The 2010 Art Market Review – artmarkeblog.com

The 2010 Art Market Review – artmarkeblog.com

2010 has been one of the most confusing, unpredictable and unexplainable years for me as an art market analyst. So many of the trends, events and fads that emerged during 2010 did not appear to be caused by the sort of conditions, have the same effects, or follow the same path of logic that one would expect they would given the way things have panned out in past years. This leaves me with no doubt that the art market is evolving at such a rapid pace that there is little point trying to justify or explain the events of today using logic that is based on the progression and events of previous years.

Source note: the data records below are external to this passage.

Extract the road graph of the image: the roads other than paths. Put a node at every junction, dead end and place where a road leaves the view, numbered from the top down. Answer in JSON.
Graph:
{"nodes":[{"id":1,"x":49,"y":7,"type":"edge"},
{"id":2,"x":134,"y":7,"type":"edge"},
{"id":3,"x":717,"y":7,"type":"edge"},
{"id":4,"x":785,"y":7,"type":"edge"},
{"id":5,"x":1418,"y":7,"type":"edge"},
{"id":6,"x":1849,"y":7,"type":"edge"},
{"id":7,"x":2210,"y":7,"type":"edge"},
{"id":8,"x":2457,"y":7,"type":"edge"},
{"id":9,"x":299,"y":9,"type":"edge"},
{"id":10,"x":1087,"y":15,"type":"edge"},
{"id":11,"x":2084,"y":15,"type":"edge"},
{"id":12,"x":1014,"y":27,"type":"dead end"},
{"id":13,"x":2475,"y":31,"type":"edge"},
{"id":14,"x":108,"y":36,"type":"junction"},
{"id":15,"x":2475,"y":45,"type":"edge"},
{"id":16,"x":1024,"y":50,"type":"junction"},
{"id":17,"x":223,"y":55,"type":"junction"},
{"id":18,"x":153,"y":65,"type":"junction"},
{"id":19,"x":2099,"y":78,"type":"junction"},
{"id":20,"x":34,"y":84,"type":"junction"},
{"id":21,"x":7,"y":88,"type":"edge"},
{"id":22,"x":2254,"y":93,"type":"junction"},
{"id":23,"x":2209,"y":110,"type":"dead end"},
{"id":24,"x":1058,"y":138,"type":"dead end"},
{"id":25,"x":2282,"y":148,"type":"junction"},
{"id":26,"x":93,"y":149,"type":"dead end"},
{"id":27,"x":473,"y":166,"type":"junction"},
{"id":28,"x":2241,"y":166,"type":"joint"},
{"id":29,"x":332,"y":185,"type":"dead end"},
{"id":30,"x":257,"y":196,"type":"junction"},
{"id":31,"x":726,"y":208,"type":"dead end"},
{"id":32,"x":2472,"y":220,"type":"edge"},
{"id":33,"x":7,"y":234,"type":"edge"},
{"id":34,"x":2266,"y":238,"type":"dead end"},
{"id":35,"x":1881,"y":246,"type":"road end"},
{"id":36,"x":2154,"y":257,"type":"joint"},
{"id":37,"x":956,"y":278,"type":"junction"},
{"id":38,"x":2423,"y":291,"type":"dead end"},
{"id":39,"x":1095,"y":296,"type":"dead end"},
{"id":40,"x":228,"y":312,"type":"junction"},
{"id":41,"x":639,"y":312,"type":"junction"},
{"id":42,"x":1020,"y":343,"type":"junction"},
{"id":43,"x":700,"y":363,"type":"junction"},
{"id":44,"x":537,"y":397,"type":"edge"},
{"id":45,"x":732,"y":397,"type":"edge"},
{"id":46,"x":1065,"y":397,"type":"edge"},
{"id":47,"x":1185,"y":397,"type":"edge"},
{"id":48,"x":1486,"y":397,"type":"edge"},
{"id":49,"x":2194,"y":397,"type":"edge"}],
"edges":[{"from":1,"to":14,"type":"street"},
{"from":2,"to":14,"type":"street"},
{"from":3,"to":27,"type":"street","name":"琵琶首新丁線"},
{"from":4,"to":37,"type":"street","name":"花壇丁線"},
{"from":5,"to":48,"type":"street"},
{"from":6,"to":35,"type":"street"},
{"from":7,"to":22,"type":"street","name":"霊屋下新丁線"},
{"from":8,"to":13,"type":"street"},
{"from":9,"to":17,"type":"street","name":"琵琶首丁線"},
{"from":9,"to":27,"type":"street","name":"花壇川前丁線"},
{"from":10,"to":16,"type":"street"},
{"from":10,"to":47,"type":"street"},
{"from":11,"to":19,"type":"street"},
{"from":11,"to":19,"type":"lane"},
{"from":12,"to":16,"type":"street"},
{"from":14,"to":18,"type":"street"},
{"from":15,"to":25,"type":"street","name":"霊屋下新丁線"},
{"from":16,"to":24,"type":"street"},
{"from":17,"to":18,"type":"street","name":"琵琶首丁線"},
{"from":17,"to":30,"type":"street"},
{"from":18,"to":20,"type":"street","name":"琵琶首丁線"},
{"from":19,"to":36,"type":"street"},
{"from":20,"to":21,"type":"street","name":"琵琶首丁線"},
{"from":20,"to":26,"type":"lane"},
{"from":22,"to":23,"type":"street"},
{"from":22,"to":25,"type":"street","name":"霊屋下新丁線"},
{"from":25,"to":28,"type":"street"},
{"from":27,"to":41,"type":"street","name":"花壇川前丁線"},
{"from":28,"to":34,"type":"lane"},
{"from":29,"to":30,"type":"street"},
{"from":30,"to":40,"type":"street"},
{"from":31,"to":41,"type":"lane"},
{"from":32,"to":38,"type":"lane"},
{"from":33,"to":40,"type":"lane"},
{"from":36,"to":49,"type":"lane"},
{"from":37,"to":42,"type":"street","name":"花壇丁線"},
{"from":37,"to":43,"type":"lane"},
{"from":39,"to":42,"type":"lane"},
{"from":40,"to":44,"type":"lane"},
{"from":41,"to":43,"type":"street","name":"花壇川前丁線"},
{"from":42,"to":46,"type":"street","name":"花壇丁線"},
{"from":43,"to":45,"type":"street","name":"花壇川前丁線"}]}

In fact, more of the art market events that took place during 2010 appeared to defy logic than ever before. I do, however, strongly believe that one of the reasons that it has become even more difficult to determine what is going on with the art market is that the art market (auction houses in particular) has become adept at making the situation appear much better than it really is. Whether it be by skewing figures or manipulating the way results are perceived – galleries, fairs and auction houses have become the plastic surgeons of the art world.

What has also made 2010 such a hard year to analyse was the contraction, and slow regeneration, of the market for the work of trendy emerging artists and recent works by top contemporary artists – both of which are usually the most global, visible and publicised sectors of the market. As the market moves towards the work of artists with a proven track record, collectors and investors have shifted their focus from the usually dominant and globally relevant contemporary art market to the work of artists from a wide of variety of styles, mediums and movements that cannot appear to have very little in common. This has resulted in a situation where there is not one dominant global trend that art market analysts such as myself can focus on, but a number of smaller and disjointed trends that make reading the market particularly difficult.

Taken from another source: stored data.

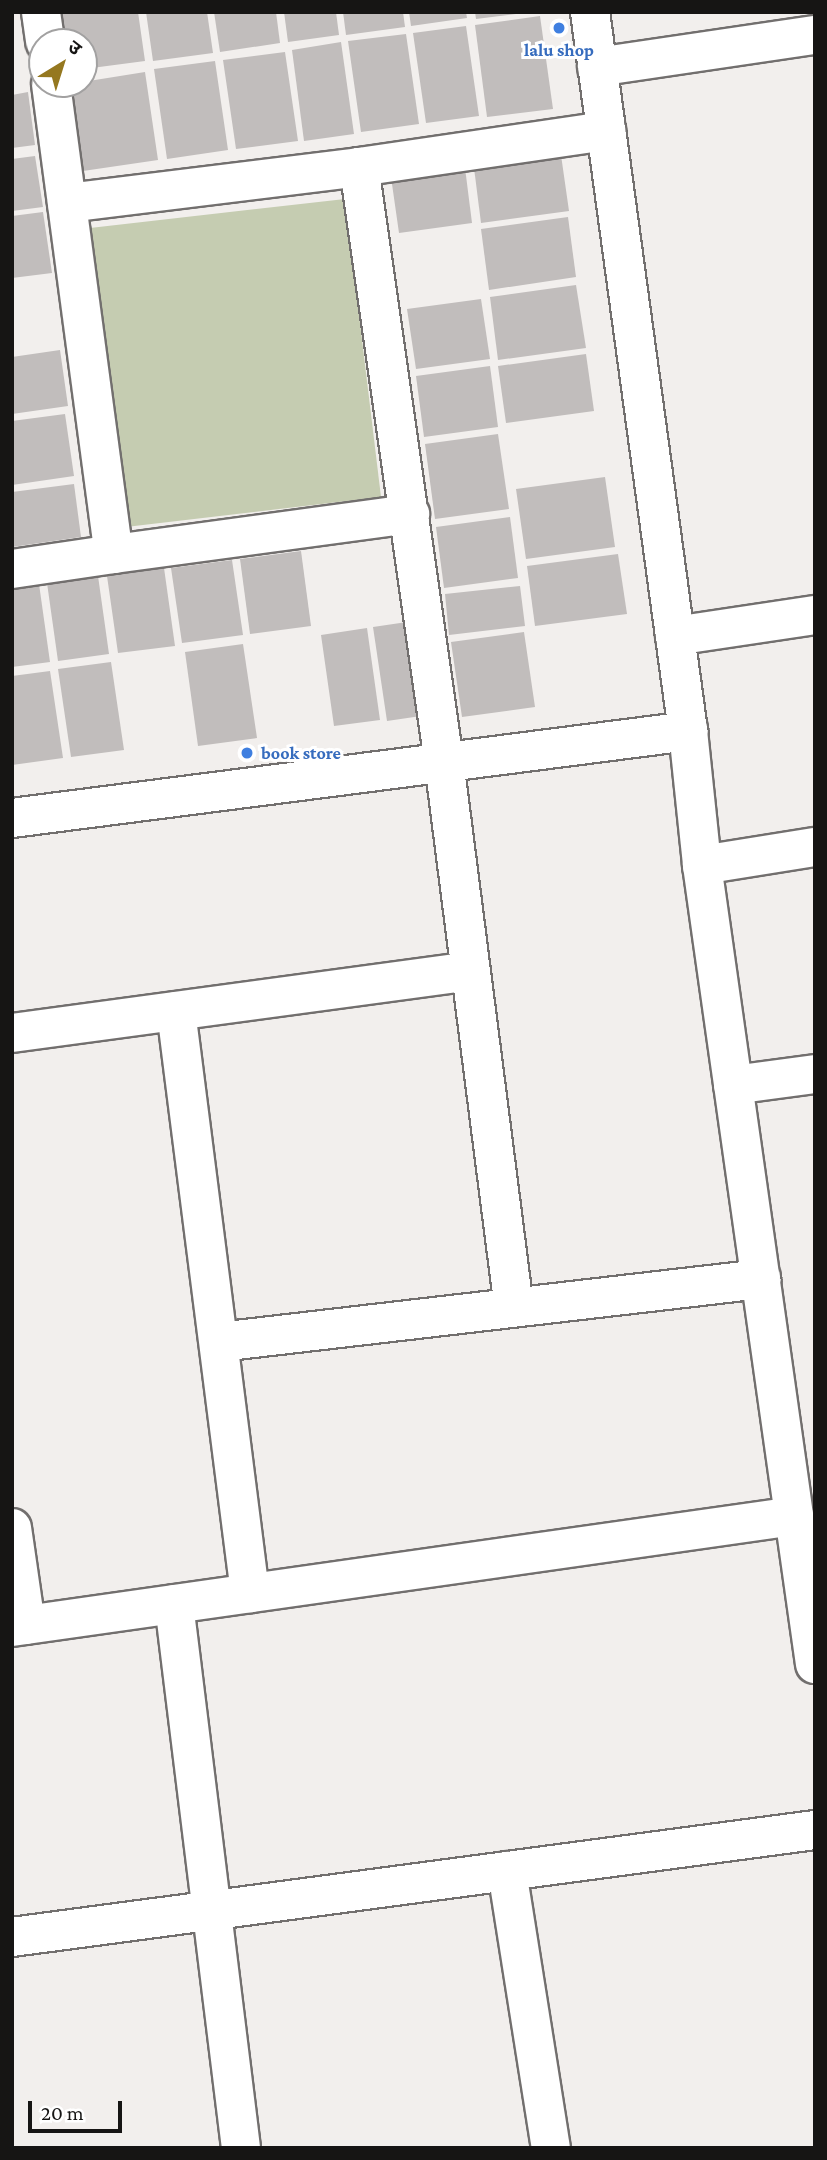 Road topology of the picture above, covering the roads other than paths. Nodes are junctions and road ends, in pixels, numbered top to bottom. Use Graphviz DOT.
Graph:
graph roads {
  1 [pos="590,12"];
  2 [pos="815,35"];
  3 [pos="597,67"];
  4 [pos="53,98"];
  5 [pos="606,131"];
  6 [pos="359,167"];
  7 [pos="67,203"];
  8 [pos="410,514"];
  9 [pos="114,554"];
  10 [pos="12,569"];
  11 [pos="815,615"];
  12 [pos="675,636"];
  13 [pos="688,731"];
  14 [pos="444,762"];
  15 [pos="12,818"];
  16 [pos="815,847"];
  17 [pos="702,865"];
  18 [pos="470,971"];
  19 [pos="176,1011"];
  20 [pos="12,1034"];
  21 [pos="815,1074"];
  22 [pos="733,1085"];
  23 [pos="761,1279"];
  24 [pos="514,1308"];
  25 [pos="219,1342"];
  26 [pos="794,1516"];
  27 [pos="12,1528"];
  28 [pos="250,1593"];
  29 [pos="174,1604"];
  30 [pos="19,1626"];
  31 [pos="815,1663"];
  32 [pos="815,1830"];
  33 [pos="507,1871"];
  34 [pos="211,1909"];
  35 [pos="12,1937"];
  36 [pos="241,2148"];
  37 [pos="551,2148"];
  1 -- 3 [label="street"];
  2 -- 3 [label="street"];
  3 -- 5 [label="street"];
  4 -- 7 [label="street"];
  5 -- 6 [label="street"];
  5 -- 12 [label="street"];
  6 -- 7 [label="street"];
  6 -- 8 [label="street"];
  7 -- 9 [label="street"];
  8 -- 9 [label="street"];
  8 -- 14 [label="street"];
  9 -- 10 [label="street"];
  11 -- 12 [label="street"];
  12 -- 13 [label="street"];
  13 -- 14 [label="street"];
  13 -- 17 [label="street"];
  14 -- 15 [label="street"];
  14 -- 18 [label="street"];
  16 -- 17 [label="street"];
  17 -- 22 [label="street"];
  18 -- 19 [label="street"];
  18 -- 24 [label="street"];
  19 -- 20 [label="street"];
  19 -- 25 [label="street"];
  21 -- 22 [label="street"];
  22 -- 23 [label="street"];
  23 -- 24 [label="street"];
  23 -- 26 [label="street"];
  24 -- 25 [label="street"];
  25 -- 28 [label="street"];
  26 -- 28 [label="street"];
  26 -- 31 [label="street"];
  27 -- 30 [label="street"];
  28 -- 29 [label="street"];
  29 -- 30 [label="street"];
  29 -- 34 [label="street"];
  32 -- 33 [label="street"];
  33 -- 34 [label="street"];
  33 -- 37 [label="street"];
  34 -- 35 [label="street"];
  34 -- 36 [label="street"];
} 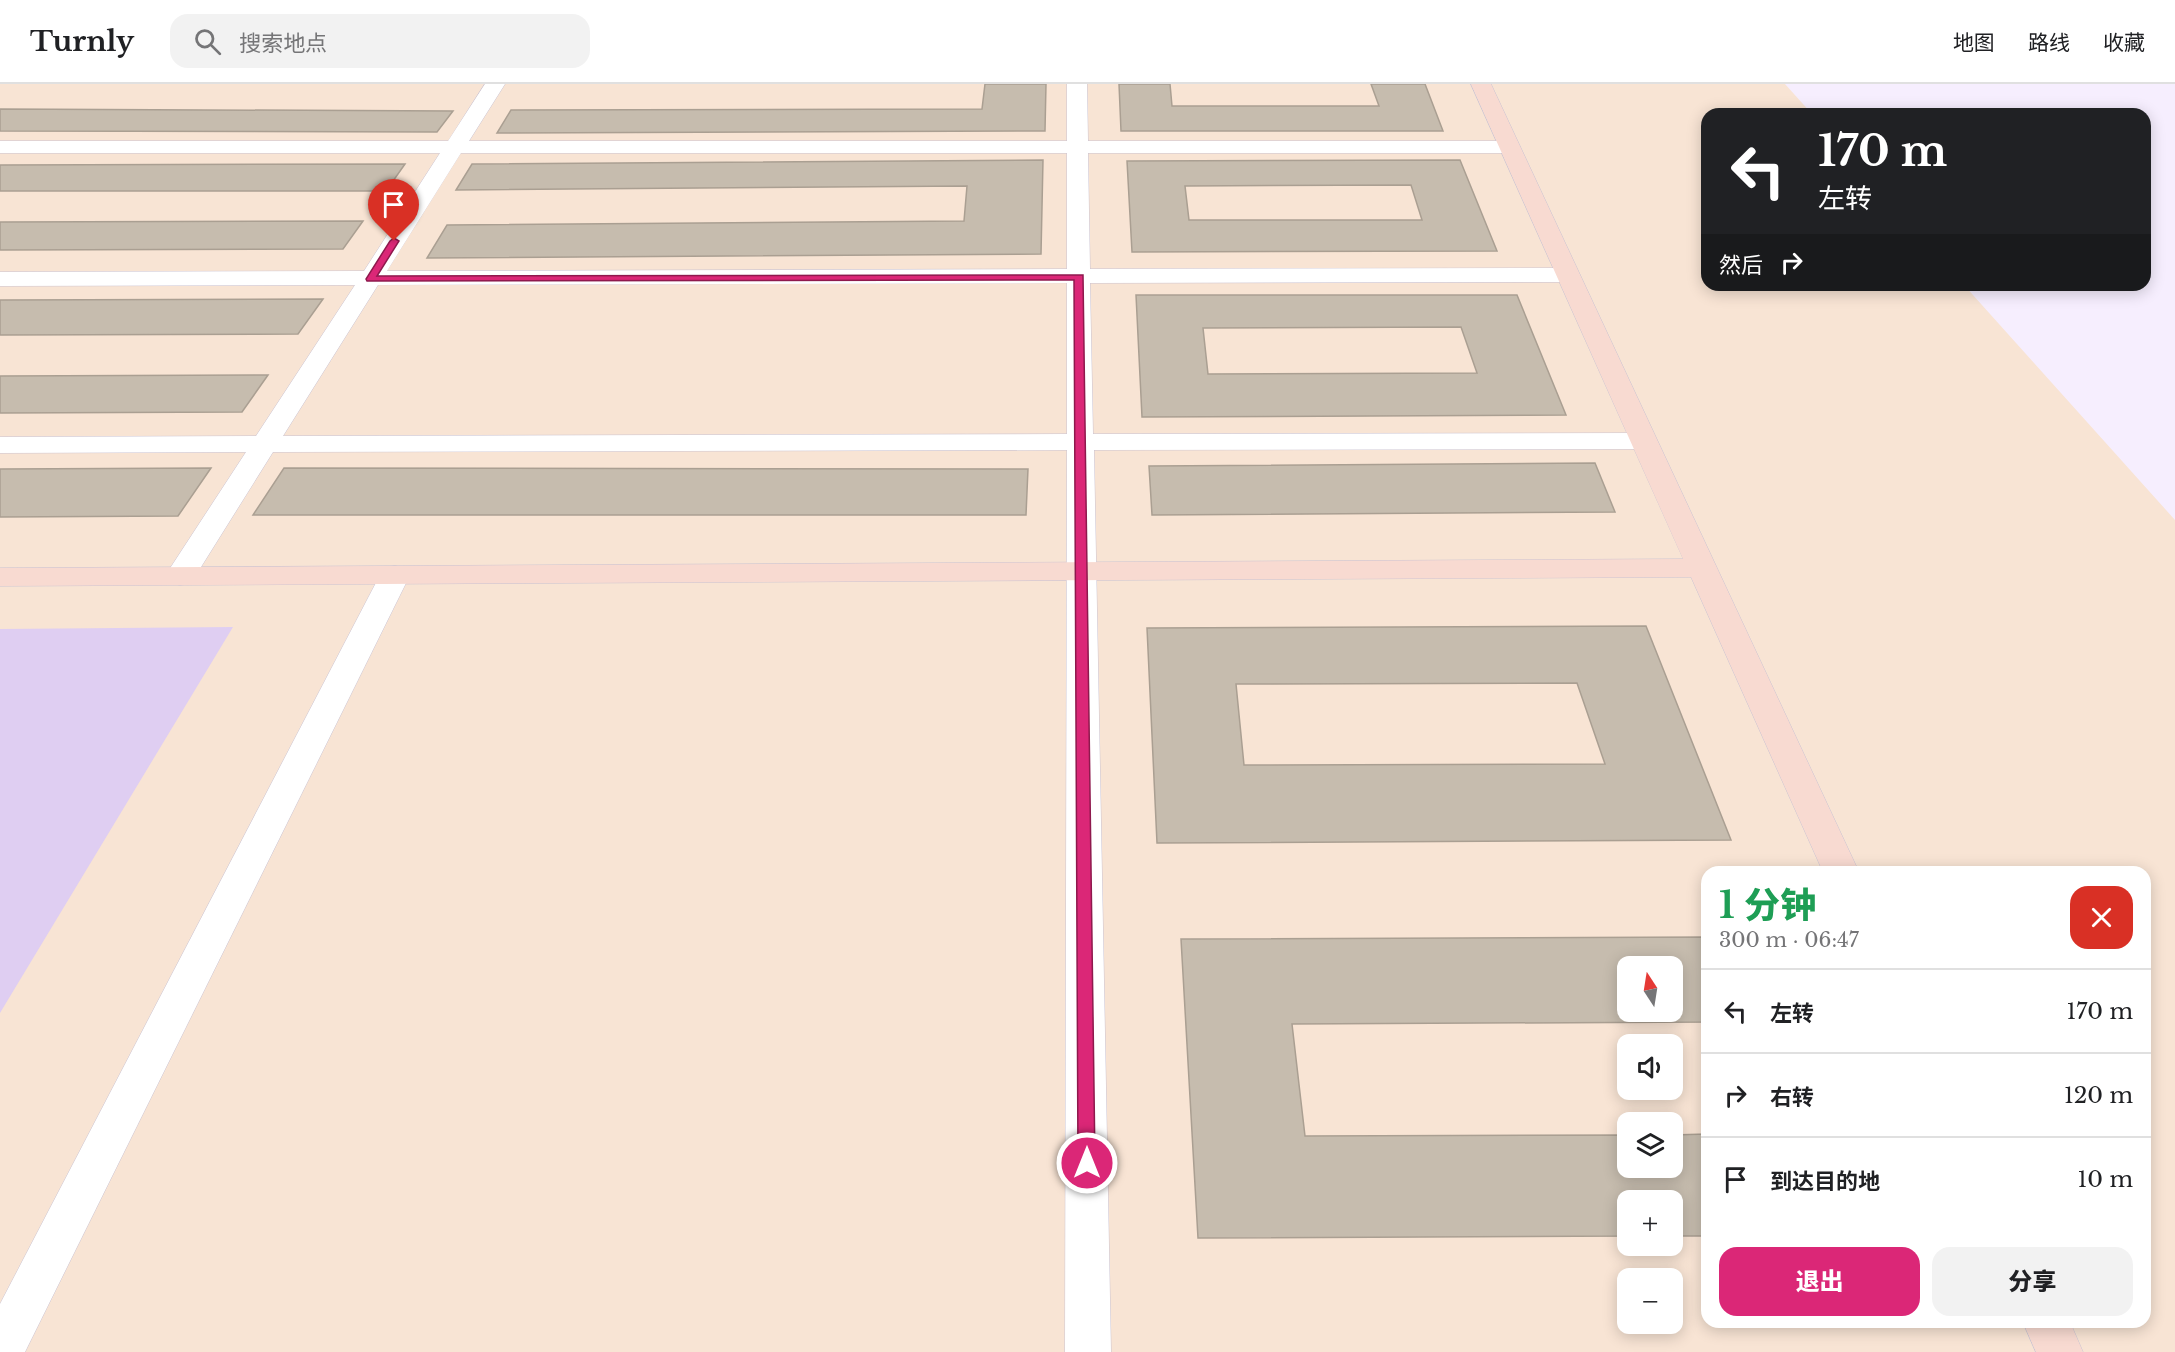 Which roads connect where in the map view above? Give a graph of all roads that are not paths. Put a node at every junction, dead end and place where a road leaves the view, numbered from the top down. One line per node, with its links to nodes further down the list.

A few months ago I wrote a series of posts on what I believed was a move towards a more sentimental art market, which appears to be exactly the direction that the market has headed. General disillusionment with the contemporary art market has sent many collectors and investors take a more sentimental approach to fine art that is characterised by a focus on the safety of more established artists and the familiarity of artists that they can relate to. When art collectors or investors seek safety and familiarity they are most likely to gravitate towards works by artists from the era and culture that they have the greatest connection to. This would explain the large number of seemingly unrelated trends that emerged during 2010 many of which involved previously unfashionable styles and movements that are distinctly associated with a particular era or culture.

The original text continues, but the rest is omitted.